PROMPT: Among the entries that follow, count the lines with the word "Зорь" and report the number by itself.

+ + +

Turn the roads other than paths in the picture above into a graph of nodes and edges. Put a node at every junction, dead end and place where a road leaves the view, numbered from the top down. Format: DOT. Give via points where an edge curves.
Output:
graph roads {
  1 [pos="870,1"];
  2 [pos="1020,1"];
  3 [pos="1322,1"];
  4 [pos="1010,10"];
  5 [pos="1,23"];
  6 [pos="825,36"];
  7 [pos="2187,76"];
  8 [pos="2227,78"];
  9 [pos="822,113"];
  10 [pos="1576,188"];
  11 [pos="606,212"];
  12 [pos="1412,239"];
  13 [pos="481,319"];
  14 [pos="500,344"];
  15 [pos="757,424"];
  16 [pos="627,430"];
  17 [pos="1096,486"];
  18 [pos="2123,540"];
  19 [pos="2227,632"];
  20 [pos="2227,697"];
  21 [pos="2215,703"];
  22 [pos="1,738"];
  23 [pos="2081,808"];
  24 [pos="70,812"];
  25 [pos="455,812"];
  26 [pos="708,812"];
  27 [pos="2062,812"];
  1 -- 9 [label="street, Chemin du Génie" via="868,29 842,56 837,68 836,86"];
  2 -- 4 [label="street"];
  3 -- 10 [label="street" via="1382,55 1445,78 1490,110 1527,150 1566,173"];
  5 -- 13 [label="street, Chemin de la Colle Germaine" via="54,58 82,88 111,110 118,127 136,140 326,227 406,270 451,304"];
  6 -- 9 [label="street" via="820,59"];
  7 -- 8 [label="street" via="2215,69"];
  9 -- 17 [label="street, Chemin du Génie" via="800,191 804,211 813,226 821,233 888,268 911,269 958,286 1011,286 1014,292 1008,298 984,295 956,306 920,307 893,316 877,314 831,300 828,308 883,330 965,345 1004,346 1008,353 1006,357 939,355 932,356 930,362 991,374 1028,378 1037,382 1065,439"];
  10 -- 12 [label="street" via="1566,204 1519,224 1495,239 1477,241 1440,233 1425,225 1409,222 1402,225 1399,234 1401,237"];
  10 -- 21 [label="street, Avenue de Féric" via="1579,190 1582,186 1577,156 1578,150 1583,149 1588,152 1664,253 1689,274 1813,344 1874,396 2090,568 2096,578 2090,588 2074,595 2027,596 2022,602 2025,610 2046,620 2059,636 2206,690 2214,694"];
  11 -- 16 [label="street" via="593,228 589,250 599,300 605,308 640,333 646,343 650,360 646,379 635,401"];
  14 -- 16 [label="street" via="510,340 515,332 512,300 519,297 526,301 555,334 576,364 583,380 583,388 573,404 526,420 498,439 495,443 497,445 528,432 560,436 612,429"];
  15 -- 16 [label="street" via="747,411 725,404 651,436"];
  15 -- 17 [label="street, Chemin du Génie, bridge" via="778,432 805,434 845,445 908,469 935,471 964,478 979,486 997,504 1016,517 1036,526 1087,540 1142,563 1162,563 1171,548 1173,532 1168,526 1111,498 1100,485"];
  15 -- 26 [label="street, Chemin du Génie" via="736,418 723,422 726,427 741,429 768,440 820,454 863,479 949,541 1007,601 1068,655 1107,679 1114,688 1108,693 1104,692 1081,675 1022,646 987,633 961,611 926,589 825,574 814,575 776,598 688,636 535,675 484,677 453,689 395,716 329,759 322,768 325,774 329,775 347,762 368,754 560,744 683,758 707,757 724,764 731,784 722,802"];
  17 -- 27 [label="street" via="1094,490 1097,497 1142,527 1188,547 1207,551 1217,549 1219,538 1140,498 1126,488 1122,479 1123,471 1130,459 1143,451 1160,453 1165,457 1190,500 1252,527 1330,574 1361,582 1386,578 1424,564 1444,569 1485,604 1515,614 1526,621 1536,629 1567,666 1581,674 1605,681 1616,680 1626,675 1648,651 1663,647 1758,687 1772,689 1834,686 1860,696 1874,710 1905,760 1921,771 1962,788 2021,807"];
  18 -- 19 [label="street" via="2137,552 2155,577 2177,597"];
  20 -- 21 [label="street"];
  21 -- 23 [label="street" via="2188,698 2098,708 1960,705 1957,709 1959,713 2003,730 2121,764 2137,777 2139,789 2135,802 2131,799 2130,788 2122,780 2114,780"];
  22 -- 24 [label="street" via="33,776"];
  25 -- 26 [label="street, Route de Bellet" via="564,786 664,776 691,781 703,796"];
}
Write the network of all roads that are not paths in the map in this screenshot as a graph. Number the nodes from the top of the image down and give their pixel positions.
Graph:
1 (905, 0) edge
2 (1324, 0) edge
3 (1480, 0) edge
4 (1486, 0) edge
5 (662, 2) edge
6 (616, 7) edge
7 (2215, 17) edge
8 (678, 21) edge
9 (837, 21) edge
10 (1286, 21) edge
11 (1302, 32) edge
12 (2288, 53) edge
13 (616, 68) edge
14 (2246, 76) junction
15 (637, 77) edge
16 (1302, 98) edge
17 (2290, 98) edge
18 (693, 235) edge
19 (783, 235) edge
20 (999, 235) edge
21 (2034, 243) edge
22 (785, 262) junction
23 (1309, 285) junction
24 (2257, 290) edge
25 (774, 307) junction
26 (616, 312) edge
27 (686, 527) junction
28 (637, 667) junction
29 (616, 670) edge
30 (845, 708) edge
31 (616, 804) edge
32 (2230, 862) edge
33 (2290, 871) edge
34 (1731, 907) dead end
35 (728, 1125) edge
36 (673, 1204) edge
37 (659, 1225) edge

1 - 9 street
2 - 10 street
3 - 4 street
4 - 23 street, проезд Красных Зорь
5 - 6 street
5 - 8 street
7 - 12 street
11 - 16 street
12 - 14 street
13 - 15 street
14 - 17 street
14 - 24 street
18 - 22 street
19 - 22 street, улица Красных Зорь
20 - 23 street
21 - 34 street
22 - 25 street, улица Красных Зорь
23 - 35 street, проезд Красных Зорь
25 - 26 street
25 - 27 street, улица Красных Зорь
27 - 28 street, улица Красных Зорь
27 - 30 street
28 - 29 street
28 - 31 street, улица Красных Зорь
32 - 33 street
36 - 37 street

+ + +

SOLUTION: 7